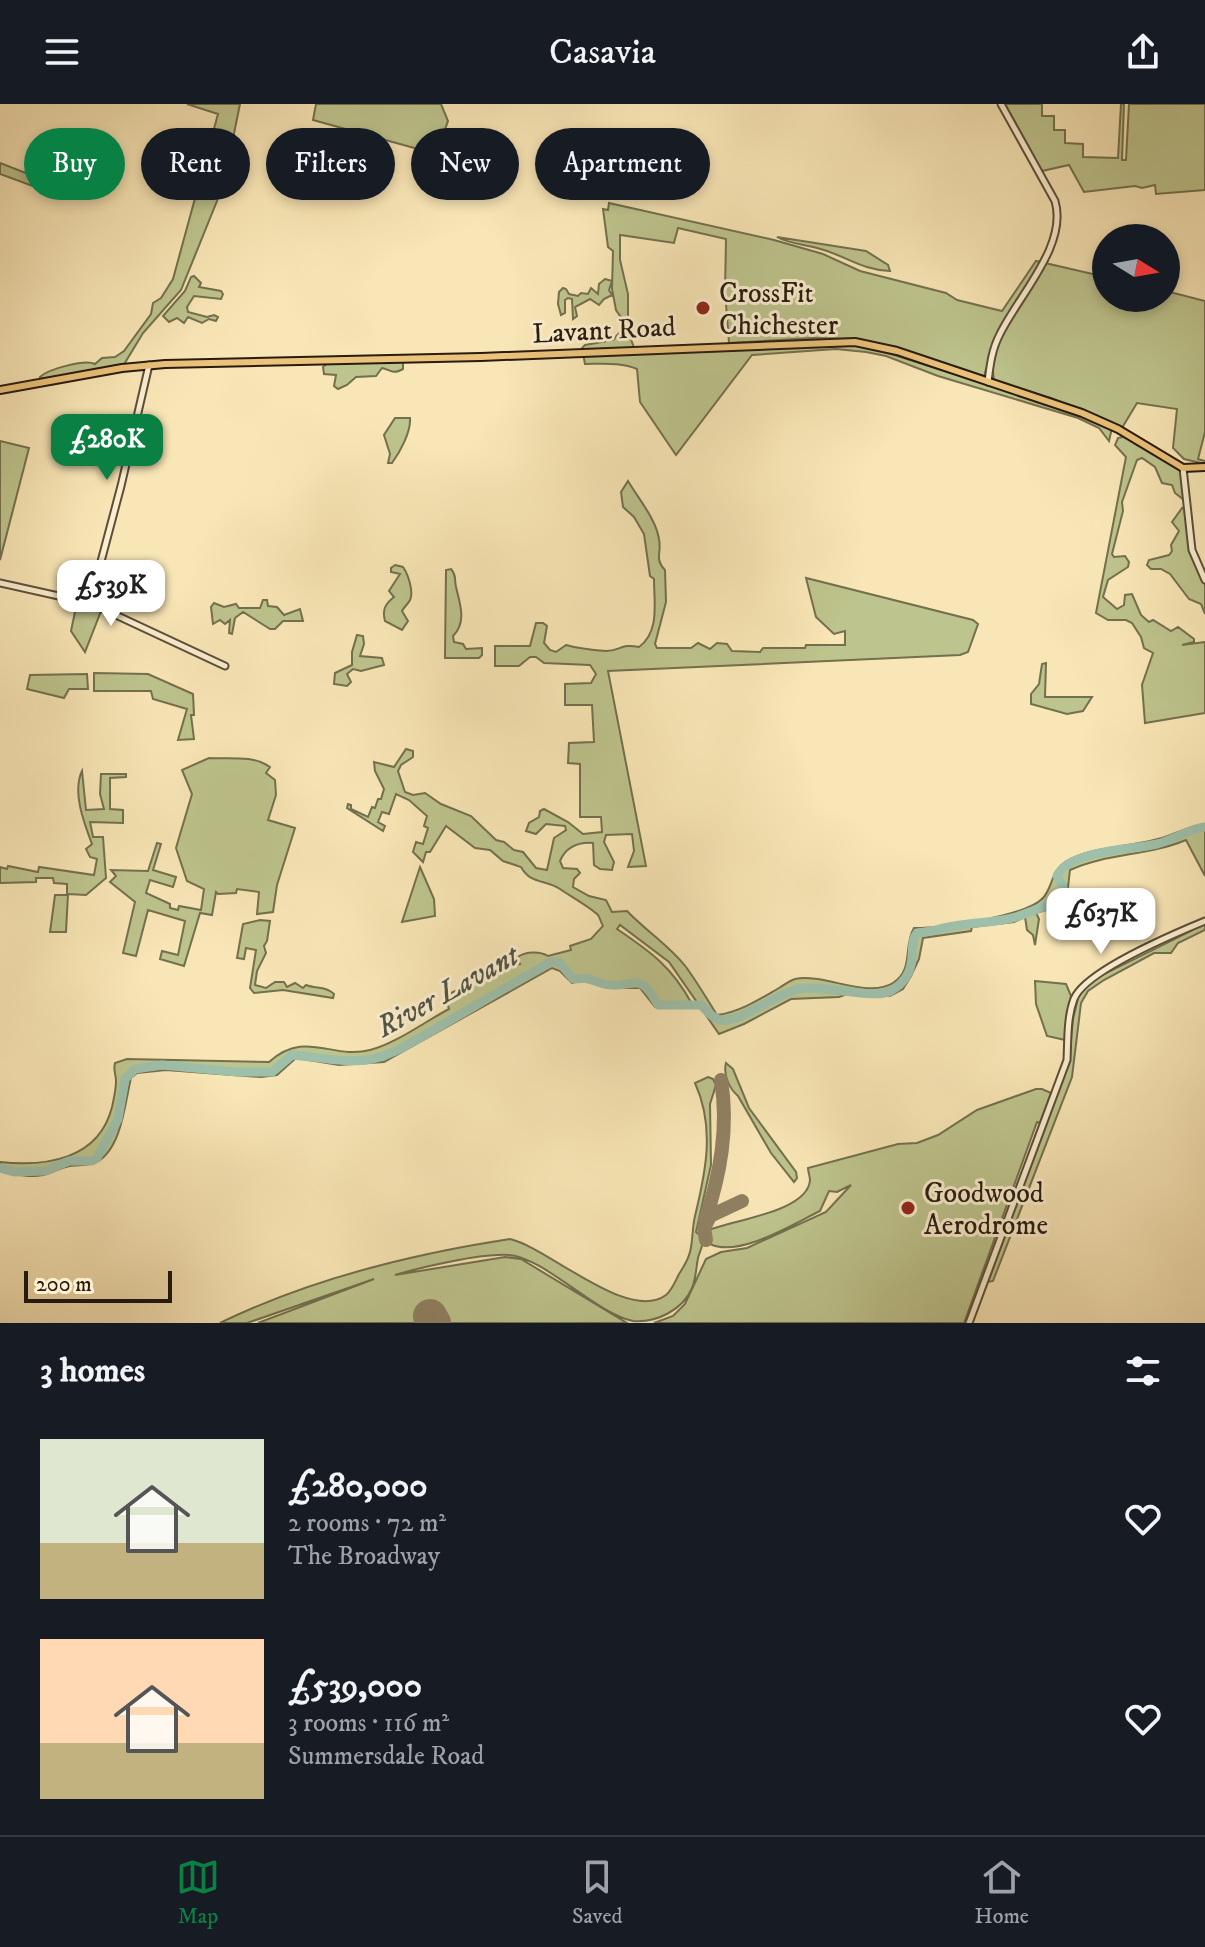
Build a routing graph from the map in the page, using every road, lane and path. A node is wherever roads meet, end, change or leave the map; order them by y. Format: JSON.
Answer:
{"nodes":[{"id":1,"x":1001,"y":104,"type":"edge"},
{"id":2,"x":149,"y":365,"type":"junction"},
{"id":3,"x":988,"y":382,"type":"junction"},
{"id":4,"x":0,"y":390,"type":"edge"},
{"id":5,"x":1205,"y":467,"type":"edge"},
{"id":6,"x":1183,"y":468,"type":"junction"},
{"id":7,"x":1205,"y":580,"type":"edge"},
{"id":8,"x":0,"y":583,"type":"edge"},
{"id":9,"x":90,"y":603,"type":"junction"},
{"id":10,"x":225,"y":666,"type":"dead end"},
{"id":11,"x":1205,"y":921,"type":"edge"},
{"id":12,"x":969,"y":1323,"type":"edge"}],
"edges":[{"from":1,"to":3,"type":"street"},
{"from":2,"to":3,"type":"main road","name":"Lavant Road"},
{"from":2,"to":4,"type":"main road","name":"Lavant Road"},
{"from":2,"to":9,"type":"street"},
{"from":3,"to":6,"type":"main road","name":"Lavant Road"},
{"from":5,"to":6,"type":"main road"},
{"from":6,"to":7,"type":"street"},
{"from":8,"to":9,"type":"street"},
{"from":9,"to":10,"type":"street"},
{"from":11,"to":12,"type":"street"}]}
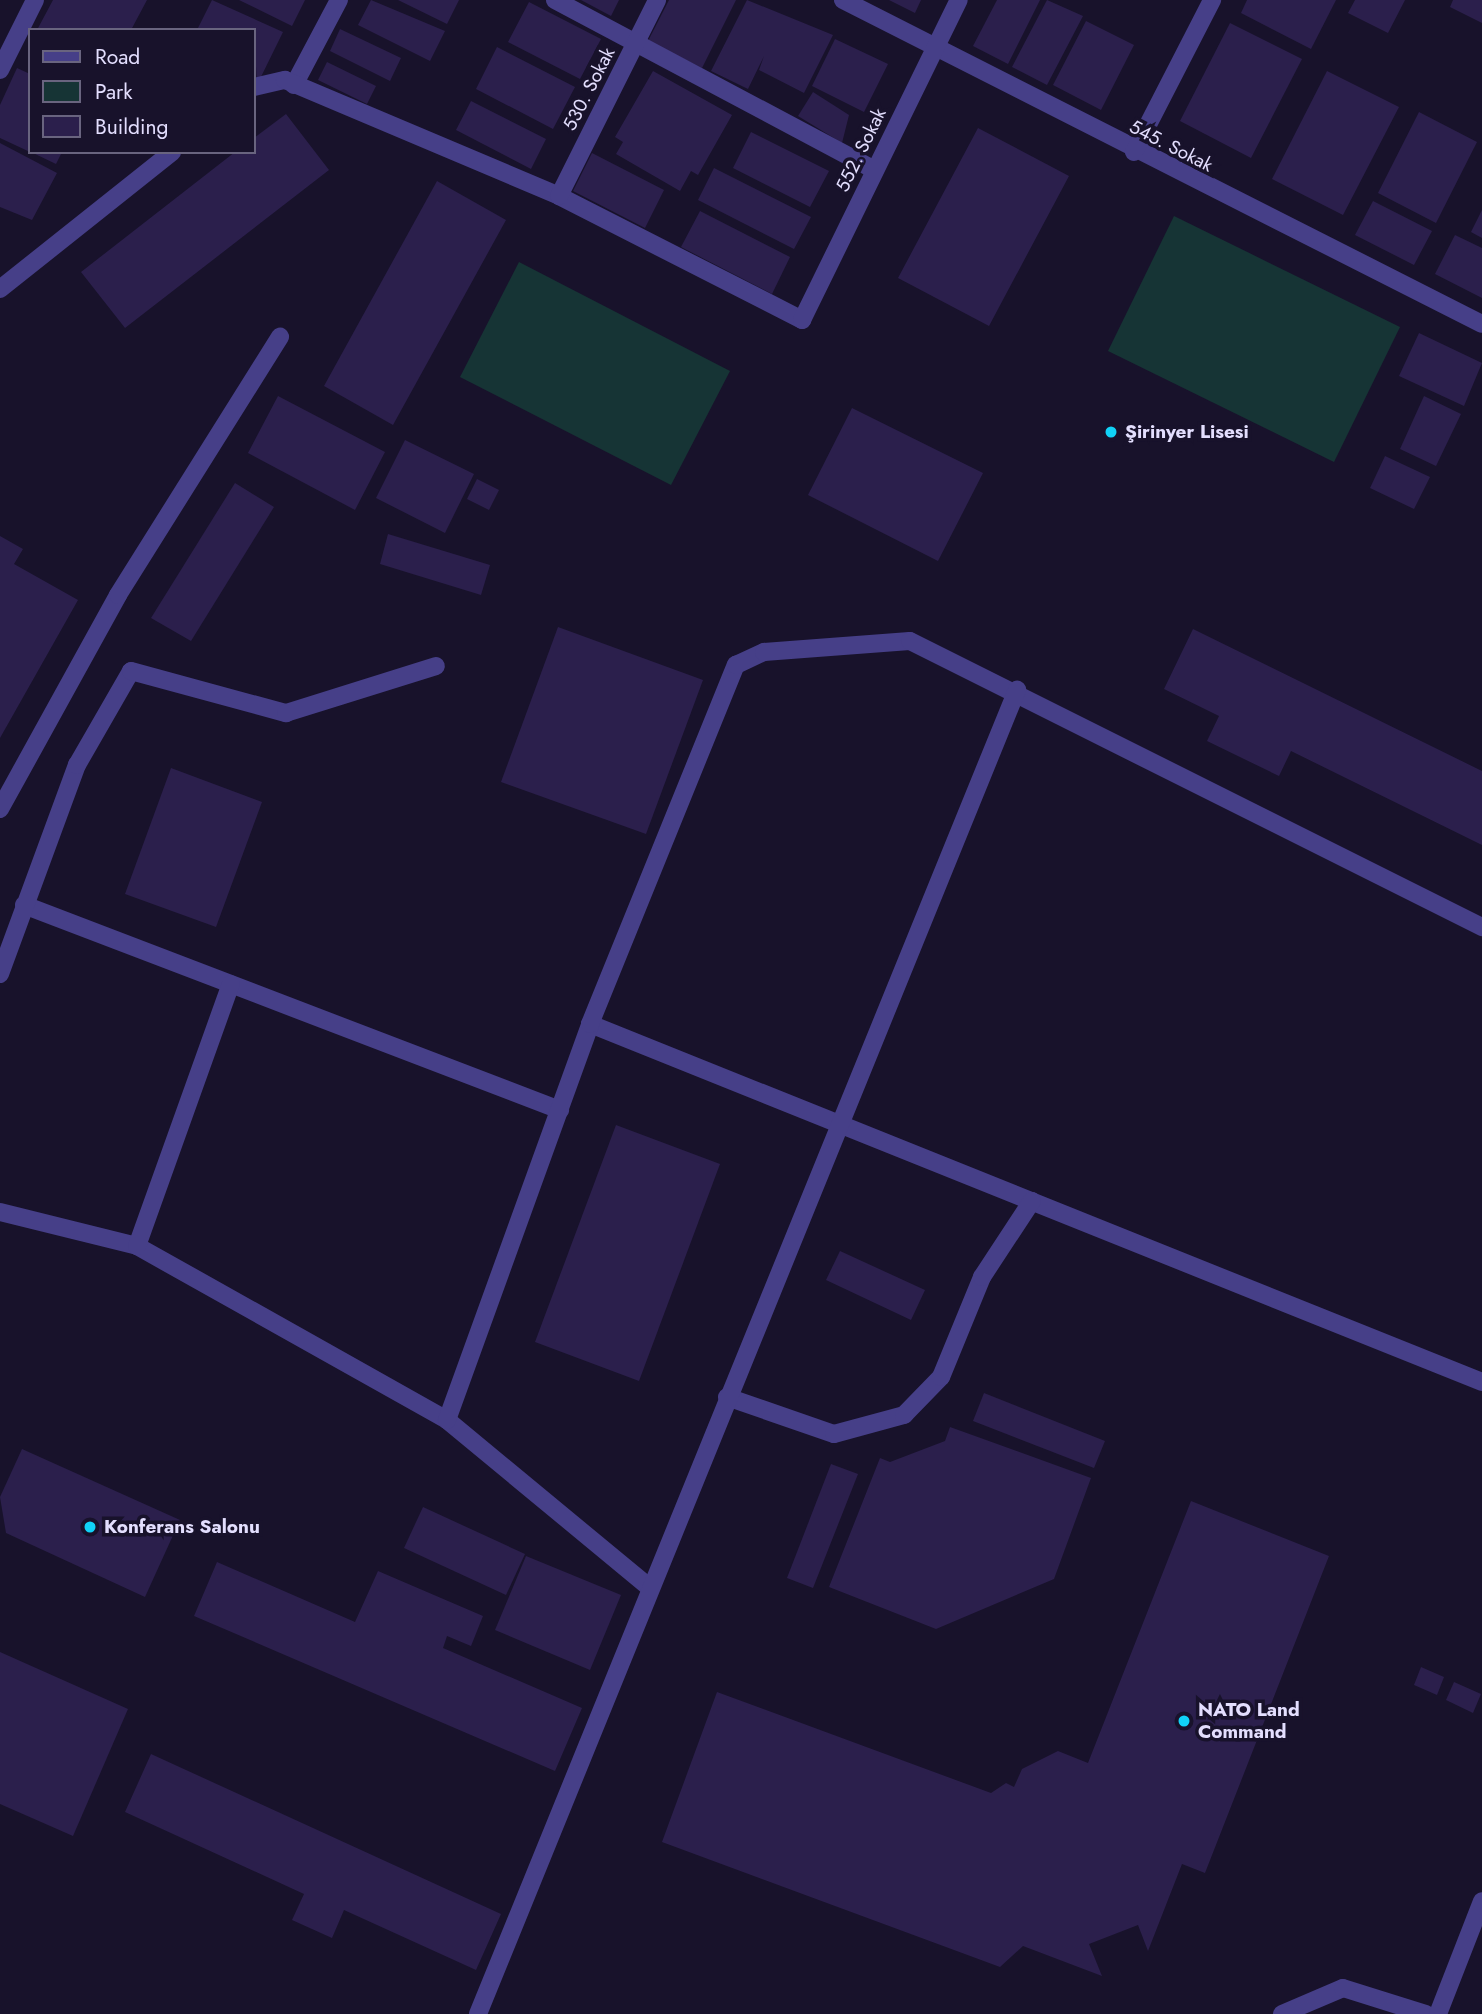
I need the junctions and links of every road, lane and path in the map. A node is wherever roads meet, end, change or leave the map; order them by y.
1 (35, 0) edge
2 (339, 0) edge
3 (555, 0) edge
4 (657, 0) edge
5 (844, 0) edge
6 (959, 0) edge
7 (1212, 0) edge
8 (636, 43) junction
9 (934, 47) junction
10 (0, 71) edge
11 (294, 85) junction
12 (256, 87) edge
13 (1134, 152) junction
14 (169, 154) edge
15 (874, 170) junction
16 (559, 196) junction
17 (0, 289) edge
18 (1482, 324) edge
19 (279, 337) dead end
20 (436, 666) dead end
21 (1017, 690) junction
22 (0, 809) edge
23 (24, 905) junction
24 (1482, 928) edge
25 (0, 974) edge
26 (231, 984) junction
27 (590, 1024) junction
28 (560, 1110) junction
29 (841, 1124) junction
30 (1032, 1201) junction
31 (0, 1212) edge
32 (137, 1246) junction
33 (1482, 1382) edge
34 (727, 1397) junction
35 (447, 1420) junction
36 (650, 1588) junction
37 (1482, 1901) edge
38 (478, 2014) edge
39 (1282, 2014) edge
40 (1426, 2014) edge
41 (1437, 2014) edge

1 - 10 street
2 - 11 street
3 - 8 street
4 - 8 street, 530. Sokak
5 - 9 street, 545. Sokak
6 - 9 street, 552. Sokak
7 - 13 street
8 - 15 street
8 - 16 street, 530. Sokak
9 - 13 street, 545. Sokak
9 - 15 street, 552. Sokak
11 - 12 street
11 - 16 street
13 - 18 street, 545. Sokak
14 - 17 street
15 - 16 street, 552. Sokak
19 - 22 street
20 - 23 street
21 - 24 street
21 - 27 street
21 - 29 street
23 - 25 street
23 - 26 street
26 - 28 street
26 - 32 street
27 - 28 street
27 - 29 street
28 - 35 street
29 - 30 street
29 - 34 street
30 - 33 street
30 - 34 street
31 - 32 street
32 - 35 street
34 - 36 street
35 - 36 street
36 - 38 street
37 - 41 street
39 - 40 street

- - - - - - -

**ACTION ITEM**
Copy every line of the records above that contains "meet".

**RESULT OF THIS EXERCISE**
Build a routing graph from the map in the page, using every road, lane and path. A node is wherever roads meet, end, change or leave the map; order them by y. Format: JSON.
I need the junctions and links of every road, lane and path in the map. A node is wherever roads meet, end, change or leave the map; order them by y.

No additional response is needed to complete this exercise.